*Task description*
Determine how many lines of the material below contain "paths". Report only that figure.

START Provided entries

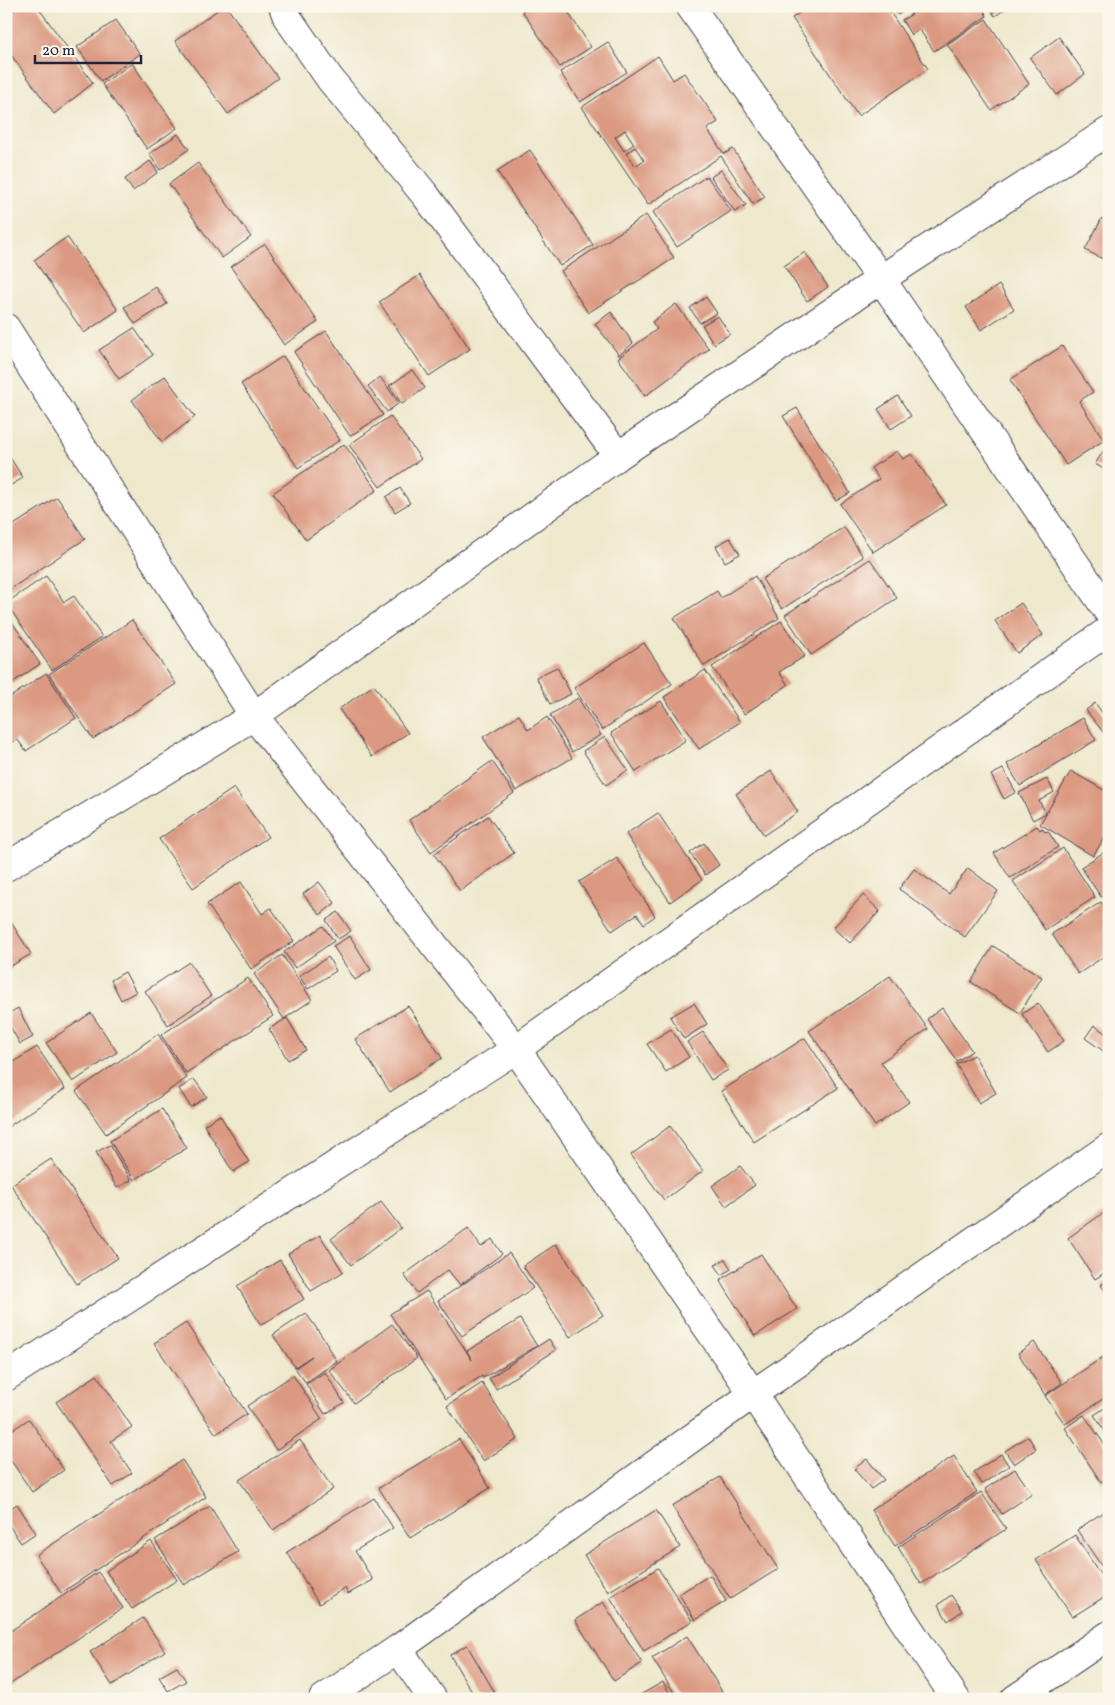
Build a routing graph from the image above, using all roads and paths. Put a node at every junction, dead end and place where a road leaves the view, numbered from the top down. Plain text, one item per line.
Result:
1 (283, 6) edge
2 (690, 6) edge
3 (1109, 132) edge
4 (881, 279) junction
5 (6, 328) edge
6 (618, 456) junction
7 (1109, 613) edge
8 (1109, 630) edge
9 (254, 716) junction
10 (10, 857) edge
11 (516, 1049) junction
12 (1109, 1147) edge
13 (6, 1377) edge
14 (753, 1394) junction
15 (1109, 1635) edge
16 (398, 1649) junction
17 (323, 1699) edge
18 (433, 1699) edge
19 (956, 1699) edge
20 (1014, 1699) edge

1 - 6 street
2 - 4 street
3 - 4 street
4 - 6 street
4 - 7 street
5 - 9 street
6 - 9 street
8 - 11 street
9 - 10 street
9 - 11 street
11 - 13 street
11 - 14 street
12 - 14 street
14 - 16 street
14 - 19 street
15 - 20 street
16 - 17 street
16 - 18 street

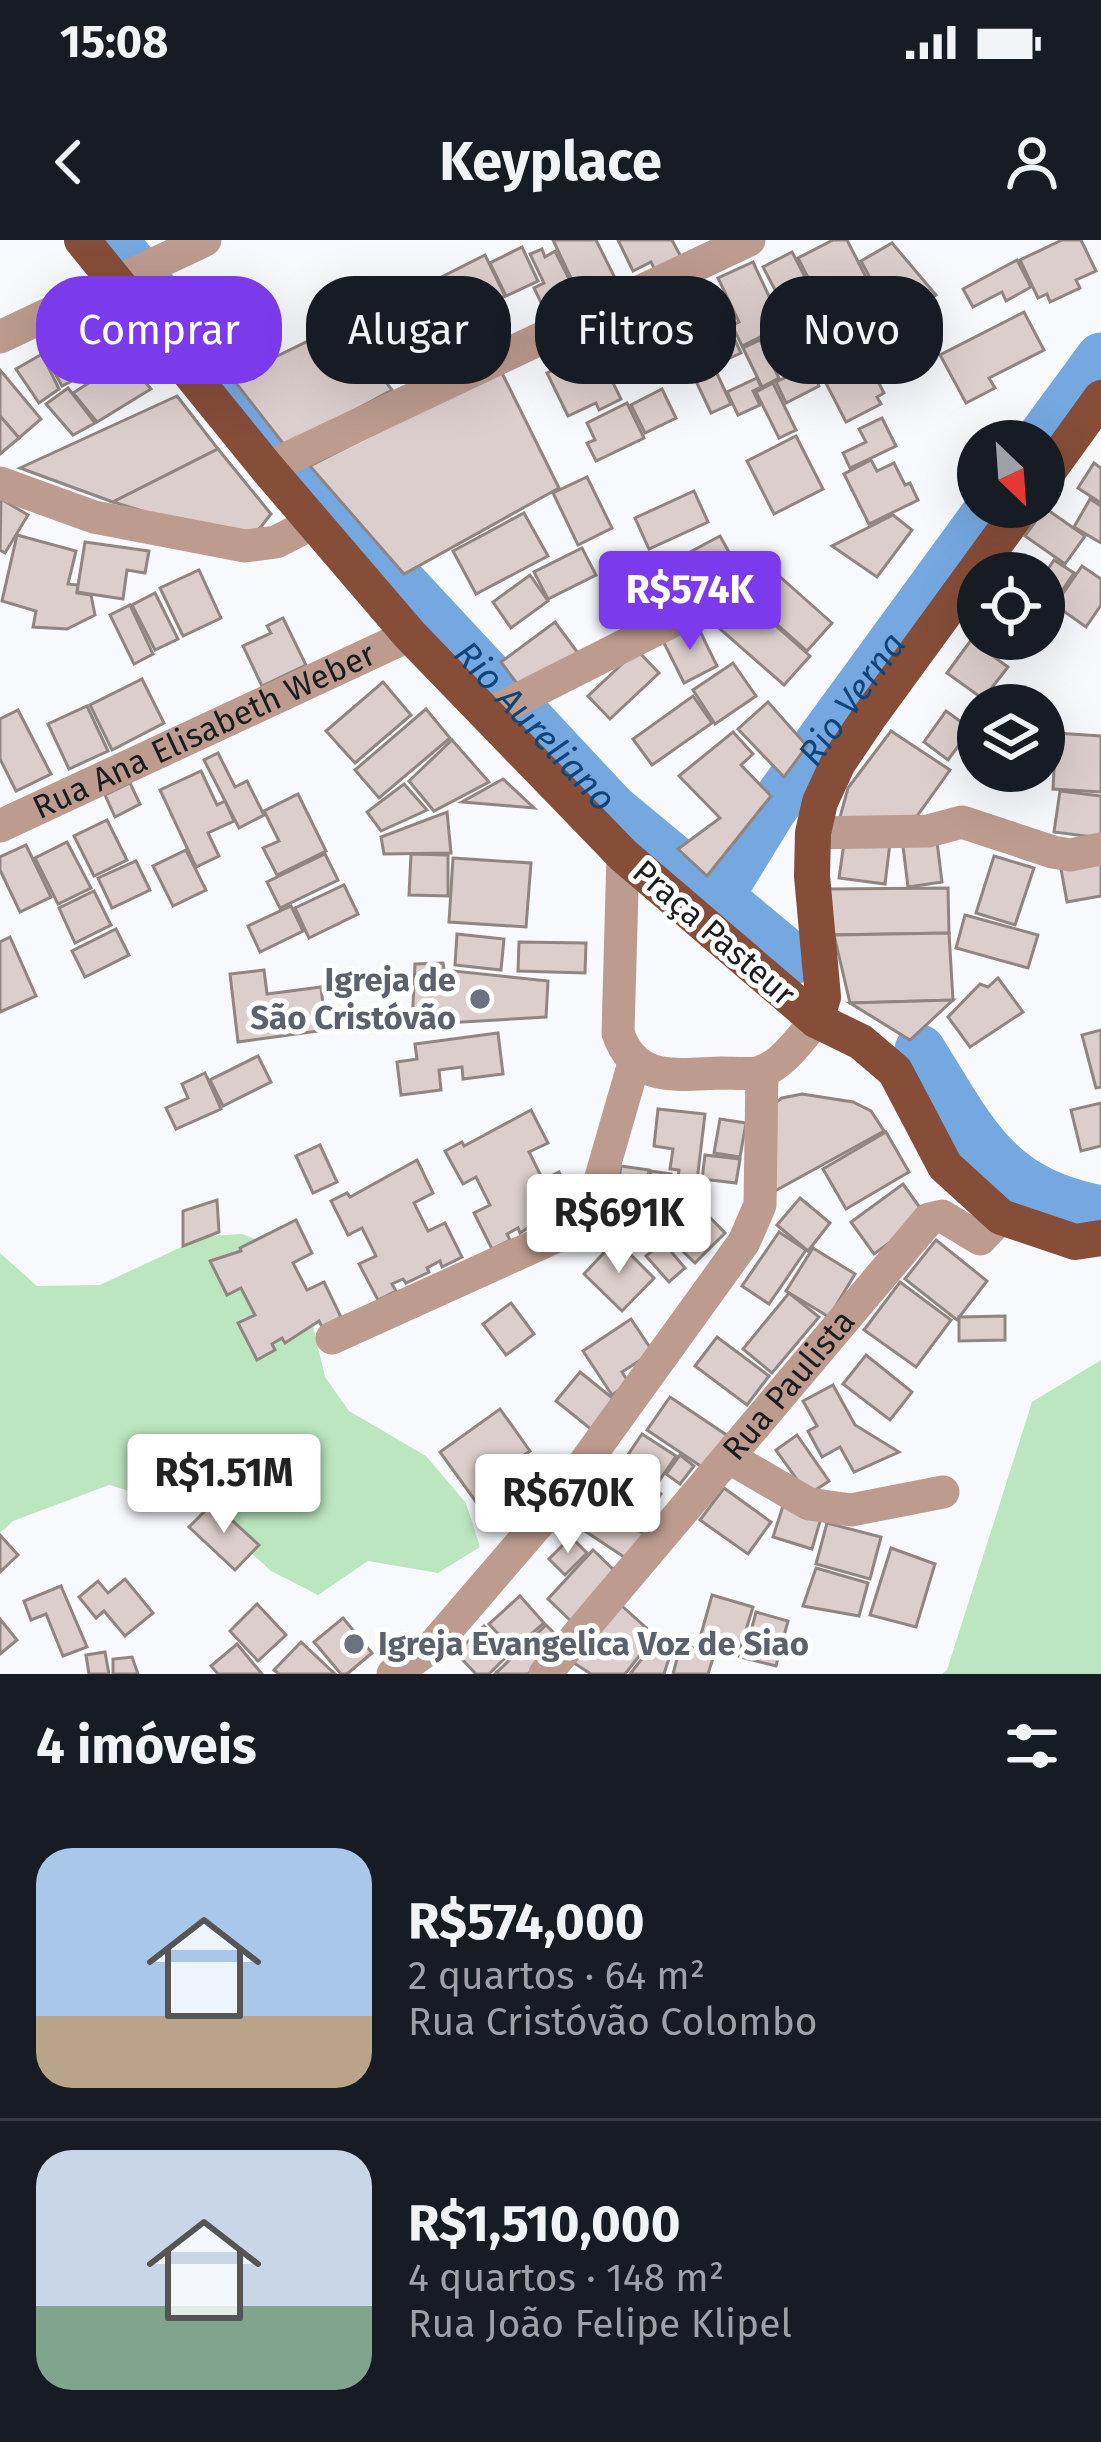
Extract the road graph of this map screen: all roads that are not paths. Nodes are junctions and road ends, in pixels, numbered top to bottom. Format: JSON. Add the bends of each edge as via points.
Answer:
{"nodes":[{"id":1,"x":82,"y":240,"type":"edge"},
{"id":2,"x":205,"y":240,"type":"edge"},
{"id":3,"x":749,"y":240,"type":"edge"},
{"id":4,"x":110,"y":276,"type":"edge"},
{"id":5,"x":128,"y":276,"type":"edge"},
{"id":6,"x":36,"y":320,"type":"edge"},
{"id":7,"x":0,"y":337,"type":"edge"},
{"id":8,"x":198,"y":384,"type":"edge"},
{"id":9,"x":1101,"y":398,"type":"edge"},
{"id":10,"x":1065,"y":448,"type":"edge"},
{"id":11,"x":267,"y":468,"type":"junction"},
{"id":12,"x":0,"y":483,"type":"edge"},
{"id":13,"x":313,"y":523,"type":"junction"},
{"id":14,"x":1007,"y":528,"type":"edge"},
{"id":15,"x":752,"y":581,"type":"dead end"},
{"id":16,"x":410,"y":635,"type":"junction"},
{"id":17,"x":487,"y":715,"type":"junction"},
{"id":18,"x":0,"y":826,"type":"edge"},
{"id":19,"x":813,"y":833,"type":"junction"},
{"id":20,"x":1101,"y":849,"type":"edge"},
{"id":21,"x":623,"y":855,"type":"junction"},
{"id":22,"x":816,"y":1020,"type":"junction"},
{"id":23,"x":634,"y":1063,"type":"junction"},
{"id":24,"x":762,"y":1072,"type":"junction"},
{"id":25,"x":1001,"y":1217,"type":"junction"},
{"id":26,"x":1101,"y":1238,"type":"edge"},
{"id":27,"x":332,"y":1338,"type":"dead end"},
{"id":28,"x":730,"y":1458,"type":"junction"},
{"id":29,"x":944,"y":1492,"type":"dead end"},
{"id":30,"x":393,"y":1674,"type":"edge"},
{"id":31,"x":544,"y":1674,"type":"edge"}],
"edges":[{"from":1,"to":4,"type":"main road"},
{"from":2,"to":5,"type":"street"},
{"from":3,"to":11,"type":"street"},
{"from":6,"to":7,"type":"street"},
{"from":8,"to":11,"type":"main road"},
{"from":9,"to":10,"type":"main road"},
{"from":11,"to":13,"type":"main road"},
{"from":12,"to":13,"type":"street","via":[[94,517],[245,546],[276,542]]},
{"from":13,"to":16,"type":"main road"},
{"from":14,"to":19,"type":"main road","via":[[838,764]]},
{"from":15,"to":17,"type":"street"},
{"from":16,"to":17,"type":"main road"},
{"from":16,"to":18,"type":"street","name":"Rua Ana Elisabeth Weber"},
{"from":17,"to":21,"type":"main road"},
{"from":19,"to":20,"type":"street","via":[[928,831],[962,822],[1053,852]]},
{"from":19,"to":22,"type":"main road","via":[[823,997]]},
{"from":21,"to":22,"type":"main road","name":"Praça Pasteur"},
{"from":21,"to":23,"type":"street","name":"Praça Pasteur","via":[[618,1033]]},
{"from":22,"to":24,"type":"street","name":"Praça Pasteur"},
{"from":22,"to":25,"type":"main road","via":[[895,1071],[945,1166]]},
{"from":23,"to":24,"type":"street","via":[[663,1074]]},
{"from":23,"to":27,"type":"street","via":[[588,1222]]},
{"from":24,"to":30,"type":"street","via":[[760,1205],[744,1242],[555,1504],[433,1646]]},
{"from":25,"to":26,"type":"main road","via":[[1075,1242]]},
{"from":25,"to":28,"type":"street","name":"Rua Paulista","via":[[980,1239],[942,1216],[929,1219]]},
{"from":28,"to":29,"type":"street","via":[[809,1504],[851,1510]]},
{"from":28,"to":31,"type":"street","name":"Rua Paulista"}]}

END Provided entries

*Answer for this exercise*
2